Provided entries:
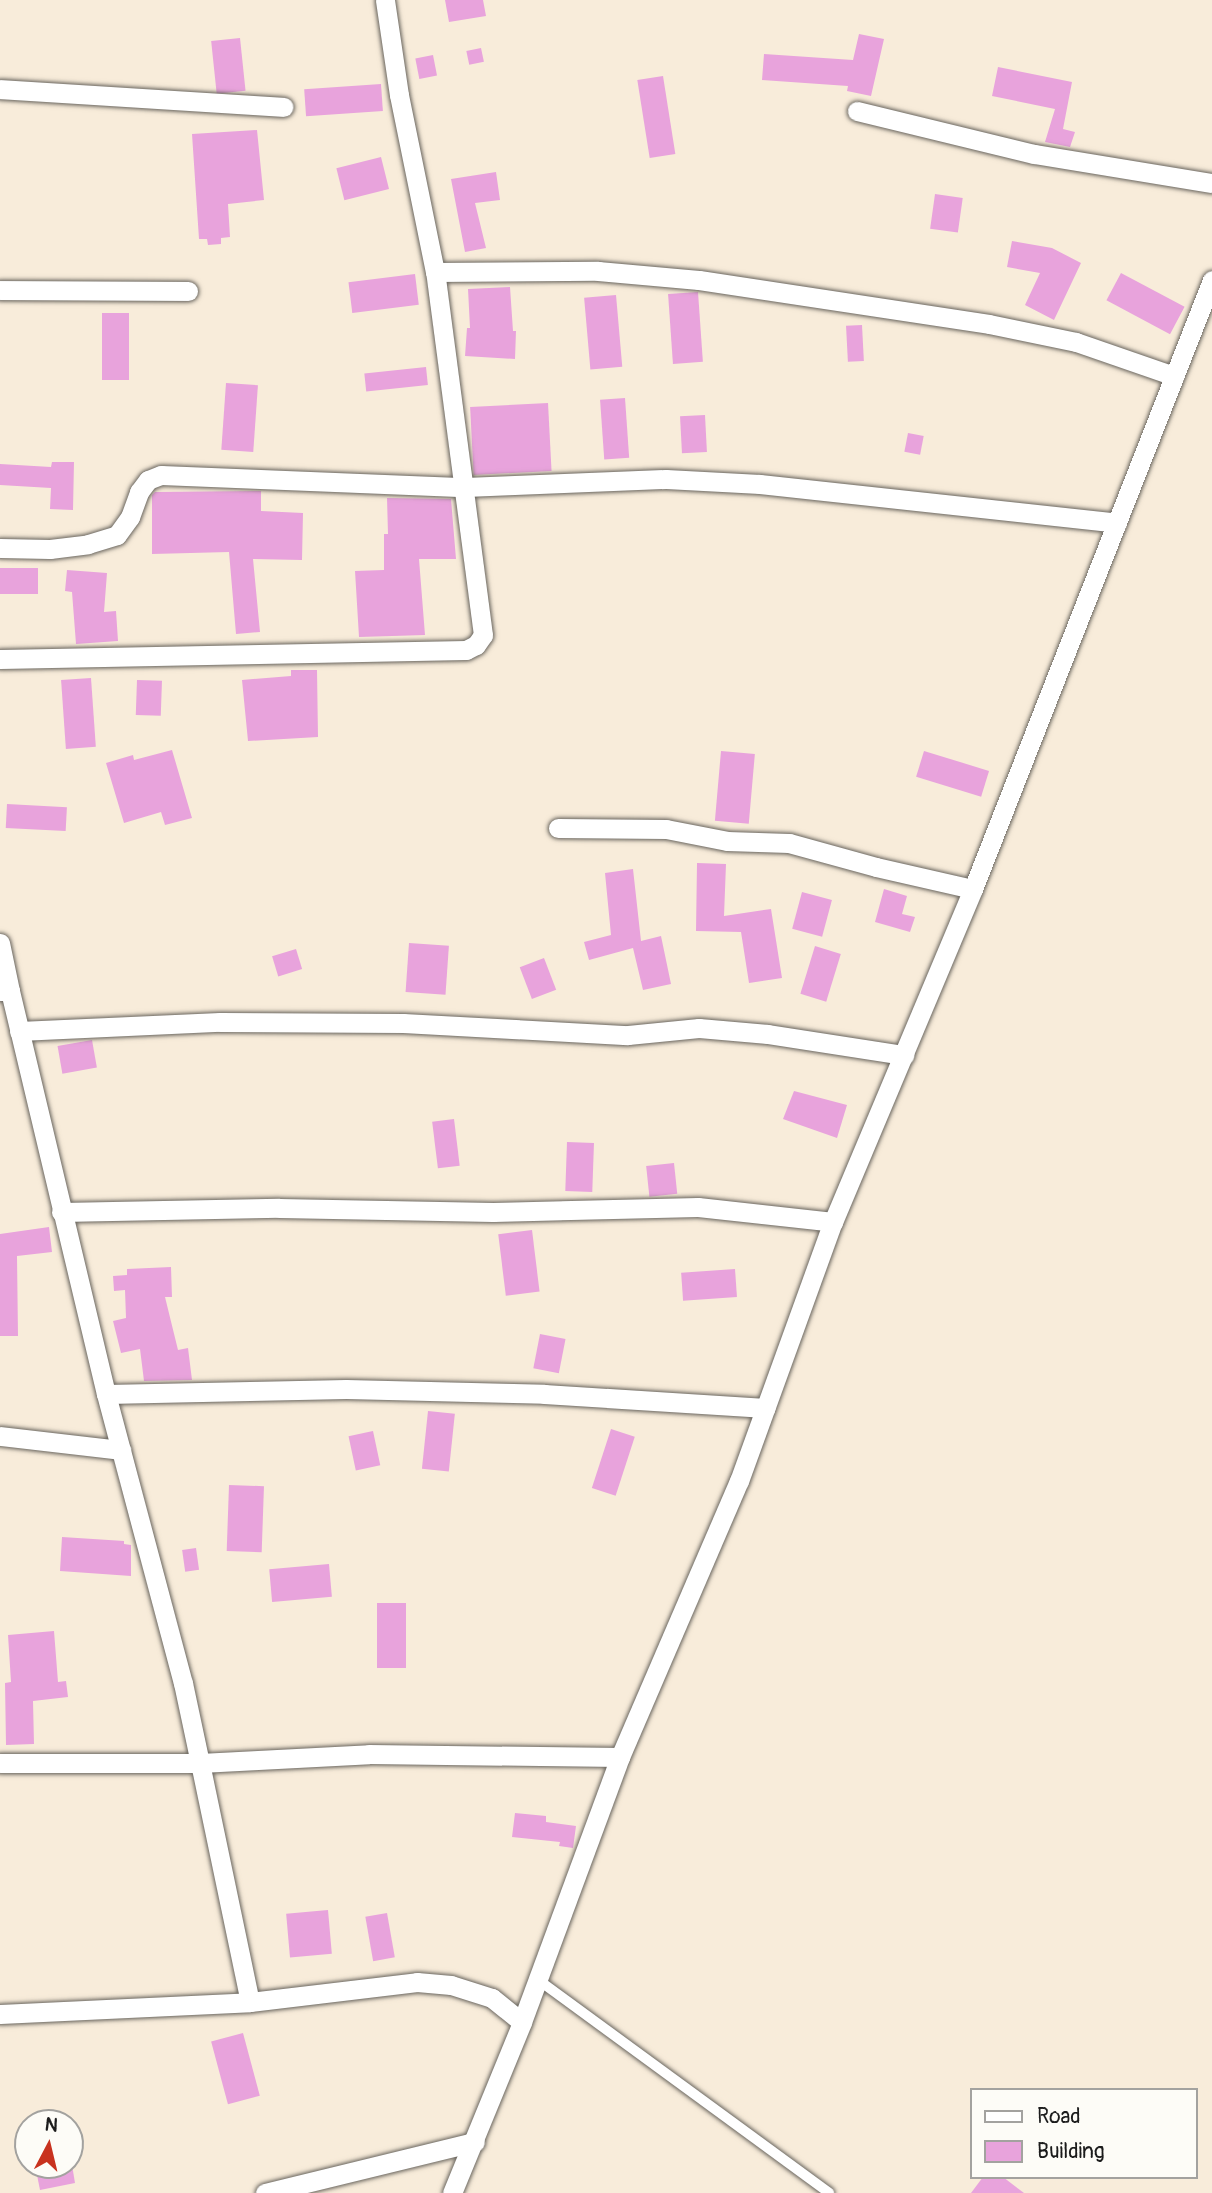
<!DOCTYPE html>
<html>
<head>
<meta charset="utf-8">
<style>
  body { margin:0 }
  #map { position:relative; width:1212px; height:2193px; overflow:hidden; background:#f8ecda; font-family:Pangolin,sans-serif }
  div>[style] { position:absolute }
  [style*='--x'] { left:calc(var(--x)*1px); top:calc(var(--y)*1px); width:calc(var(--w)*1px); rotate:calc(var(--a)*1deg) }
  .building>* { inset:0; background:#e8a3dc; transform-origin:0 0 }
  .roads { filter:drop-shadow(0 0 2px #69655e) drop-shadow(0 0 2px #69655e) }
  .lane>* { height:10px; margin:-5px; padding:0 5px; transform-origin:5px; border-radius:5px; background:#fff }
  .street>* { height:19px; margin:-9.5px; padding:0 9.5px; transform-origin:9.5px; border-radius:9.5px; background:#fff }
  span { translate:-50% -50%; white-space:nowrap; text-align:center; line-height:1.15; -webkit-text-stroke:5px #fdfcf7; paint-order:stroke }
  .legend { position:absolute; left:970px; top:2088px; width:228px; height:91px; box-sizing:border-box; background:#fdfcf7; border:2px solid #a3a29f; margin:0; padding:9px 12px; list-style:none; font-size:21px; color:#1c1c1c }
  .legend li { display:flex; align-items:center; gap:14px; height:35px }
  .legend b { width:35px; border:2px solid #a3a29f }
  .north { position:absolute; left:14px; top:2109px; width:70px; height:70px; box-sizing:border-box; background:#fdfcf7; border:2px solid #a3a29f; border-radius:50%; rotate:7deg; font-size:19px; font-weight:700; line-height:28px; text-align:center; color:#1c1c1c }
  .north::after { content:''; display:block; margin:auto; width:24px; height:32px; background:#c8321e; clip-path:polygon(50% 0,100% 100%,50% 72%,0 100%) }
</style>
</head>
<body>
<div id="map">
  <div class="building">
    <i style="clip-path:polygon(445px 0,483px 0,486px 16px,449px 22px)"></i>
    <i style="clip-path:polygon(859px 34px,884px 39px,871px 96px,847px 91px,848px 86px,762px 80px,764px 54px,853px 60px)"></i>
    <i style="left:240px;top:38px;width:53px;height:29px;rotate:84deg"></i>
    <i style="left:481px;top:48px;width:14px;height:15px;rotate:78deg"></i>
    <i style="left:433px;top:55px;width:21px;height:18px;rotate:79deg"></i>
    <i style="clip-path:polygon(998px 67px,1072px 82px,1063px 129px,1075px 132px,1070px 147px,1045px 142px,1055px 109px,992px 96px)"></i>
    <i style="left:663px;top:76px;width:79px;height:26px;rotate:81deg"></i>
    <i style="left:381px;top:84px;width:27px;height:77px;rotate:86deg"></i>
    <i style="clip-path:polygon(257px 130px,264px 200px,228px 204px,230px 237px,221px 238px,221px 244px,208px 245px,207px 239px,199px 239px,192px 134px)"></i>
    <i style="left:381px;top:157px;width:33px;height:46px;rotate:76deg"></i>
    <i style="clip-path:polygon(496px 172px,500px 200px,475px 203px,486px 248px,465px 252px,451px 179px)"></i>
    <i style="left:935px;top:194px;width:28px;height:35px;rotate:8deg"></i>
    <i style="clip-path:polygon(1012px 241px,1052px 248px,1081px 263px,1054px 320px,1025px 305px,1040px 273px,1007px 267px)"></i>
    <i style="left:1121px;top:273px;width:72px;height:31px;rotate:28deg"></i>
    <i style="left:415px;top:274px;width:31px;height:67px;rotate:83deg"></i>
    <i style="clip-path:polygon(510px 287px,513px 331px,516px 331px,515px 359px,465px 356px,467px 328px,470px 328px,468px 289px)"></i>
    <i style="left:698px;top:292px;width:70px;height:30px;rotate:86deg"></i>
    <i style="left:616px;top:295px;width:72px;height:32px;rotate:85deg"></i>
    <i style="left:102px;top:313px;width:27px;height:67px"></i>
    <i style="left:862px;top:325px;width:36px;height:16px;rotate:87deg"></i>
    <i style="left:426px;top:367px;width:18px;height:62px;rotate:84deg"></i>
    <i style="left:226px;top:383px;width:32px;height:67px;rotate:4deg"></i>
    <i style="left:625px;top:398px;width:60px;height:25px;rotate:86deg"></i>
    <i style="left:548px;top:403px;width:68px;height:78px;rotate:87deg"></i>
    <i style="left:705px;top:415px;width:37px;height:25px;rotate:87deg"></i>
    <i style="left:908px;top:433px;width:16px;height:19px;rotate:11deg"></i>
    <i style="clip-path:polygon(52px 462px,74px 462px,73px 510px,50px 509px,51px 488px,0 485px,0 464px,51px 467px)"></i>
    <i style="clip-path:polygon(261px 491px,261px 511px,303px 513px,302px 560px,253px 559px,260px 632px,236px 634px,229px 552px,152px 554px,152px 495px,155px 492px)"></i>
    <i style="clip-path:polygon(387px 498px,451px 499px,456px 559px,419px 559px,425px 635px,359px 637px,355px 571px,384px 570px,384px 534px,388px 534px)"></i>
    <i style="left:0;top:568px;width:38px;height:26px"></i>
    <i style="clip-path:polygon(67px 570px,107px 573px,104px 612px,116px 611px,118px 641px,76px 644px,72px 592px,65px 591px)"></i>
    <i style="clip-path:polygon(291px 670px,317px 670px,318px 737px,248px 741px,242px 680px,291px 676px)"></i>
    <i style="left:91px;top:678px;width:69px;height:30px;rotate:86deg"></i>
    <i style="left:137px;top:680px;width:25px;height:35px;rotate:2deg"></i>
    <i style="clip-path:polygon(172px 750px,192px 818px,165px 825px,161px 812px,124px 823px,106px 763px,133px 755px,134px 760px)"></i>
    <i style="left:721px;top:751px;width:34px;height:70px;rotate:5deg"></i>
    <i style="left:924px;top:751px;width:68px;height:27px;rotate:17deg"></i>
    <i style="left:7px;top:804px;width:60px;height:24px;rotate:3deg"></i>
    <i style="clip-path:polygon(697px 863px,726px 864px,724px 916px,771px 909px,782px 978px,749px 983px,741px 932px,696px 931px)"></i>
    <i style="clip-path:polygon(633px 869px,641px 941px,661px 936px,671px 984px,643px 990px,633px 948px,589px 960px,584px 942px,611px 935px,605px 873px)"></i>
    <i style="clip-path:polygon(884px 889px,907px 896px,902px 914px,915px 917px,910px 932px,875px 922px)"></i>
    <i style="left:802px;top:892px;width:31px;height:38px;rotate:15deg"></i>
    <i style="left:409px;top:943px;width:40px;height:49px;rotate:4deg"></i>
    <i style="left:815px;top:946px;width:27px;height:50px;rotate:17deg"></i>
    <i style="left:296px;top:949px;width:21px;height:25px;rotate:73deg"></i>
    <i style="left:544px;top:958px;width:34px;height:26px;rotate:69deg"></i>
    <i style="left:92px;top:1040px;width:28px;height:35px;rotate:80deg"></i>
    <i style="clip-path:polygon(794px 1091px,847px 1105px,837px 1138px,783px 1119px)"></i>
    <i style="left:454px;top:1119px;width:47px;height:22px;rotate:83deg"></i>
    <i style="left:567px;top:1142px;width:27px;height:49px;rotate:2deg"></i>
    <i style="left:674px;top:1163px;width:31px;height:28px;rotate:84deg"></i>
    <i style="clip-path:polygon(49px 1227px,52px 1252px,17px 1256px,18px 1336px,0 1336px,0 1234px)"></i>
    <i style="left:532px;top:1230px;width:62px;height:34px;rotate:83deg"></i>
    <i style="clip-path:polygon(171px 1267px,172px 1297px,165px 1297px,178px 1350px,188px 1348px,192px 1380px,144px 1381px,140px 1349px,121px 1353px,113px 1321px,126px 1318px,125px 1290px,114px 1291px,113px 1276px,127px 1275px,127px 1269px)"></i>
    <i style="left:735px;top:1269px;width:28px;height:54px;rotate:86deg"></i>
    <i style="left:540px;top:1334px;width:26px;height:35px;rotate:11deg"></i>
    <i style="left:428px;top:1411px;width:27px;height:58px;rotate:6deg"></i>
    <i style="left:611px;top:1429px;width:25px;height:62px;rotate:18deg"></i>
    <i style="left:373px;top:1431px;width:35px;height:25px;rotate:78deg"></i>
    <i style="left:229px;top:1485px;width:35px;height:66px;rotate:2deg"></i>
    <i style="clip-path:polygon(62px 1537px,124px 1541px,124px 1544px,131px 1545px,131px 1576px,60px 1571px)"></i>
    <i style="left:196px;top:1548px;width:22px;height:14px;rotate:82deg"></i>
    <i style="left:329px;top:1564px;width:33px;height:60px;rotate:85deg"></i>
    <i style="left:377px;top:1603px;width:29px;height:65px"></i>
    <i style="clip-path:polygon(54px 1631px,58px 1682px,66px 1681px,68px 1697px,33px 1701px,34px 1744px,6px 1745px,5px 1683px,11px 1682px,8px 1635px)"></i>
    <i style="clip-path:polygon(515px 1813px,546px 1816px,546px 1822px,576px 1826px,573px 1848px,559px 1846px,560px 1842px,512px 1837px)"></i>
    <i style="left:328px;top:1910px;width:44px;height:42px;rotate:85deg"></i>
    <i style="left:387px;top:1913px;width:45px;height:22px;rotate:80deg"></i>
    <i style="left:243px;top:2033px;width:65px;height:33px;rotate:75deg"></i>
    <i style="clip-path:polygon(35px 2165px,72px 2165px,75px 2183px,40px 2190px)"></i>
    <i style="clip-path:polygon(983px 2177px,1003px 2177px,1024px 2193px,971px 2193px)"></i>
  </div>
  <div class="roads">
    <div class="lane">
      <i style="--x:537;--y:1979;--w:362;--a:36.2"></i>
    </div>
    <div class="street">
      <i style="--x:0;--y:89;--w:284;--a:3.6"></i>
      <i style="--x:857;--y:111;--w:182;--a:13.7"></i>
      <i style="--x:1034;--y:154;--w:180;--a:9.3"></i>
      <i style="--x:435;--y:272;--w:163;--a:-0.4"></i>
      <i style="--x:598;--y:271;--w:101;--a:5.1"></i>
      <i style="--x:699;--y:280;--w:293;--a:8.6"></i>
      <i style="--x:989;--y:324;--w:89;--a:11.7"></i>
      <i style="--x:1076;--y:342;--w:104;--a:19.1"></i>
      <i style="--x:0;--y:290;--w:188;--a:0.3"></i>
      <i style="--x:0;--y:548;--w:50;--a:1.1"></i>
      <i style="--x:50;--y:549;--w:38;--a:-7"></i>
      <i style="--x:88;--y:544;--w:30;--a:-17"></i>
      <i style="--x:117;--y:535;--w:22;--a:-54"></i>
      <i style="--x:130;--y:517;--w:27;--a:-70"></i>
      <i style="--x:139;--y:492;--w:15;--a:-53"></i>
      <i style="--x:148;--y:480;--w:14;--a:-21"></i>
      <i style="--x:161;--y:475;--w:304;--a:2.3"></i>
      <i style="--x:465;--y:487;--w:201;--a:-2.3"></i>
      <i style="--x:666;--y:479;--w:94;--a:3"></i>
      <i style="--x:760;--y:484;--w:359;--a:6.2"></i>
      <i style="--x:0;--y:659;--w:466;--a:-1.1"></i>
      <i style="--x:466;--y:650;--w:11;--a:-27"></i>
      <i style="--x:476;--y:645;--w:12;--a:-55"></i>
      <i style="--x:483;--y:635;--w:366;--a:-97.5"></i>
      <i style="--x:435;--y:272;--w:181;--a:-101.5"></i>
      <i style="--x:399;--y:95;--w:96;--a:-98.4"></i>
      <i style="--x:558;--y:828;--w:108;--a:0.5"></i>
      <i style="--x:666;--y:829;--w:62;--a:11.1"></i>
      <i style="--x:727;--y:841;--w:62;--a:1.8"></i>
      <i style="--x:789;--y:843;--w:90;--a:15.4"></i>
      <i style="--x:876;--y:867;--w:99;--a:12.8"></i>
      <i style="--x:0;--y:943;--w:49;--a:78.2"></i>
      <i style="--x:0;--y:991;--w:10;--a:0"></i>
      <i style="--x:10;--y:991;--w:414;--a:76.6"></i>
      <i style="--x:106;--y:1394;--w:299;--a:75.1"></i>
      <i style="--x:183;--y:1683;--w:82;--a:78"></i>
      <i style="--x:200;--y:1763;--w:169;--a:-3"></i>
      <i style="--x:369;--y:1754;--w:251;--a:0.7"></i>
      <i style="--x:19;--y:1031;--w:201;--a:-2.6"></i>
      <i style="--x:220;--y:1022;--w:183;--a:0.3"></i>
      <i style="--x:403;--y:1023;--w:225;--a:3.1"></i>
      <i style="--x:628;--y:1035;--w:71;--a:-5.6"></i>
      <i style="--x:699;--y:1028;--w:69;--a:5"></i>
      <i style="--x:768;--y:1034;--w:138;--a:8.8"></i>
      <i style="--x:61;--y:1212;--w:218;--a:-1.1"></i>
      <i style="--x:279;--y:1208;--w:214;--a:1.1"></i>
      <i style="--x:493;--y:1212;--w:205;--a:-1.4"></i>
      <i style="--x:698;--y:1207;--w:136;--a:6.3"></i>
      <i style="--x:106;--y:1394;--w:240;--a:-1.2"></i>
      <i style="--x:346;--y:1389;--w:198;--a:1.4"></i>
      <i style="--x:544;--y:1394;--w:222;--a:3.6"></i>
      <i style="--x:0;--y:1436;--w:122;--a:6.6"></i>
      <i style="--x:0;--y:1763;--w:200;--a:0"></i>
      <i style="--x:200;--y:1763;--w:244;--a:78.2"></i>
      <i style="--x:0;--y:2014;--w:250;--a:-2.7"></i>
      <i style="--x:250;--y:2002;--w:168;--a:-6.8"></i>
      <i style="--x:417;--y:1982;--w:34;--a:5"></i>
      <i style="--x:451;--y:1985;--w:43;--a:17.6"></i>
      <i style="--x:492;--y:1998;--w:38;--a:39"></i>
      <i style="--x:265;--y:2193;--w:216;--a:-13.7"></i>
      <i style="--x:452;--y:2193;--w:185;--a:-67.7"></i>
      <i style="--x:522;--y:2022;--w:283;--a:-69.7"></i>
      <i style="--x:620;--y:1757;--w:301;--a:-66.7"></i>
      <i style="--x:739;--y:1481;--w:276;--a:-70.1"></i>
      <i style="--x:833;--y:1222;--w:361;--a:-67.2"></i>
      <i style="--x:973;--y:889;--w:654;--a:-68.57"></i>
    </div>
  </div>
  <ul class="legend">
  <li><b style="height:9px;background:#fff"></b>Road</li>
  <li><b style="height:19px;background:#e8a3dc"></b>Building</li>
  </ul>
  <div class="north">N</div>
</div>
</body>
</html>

What you are asked to do: The answer is to be the lines of the listing from the first through the one with "filter:drop-shadow(0 0 2px", reproduced exactly, without any pictures.

Response:
<!DOCTYPE html>
<html>
<head>
<meta charset="utf-8">
<style>
  body { margin:0 }
  #map { position:relative; width:1212px; height:2193px; overflow:hidden; background:#f8ecda; font-family:Pangolin,sans-serif }
  div>[style] { position:absolute }
  [style*='--x'] { left:calc(var(--x)*1px); top:calc(var(--y)*1px); width:calc(var(--w)*1px); rotate:calc(var(--a)*1deg) }
  .building>* { inset:0; background:#e8a3dc; transform-origin:0 0 }
  .roads { filter:drop-shadow(0 0 2px #69655e) drop-shadow(0 0 2px #69655e) }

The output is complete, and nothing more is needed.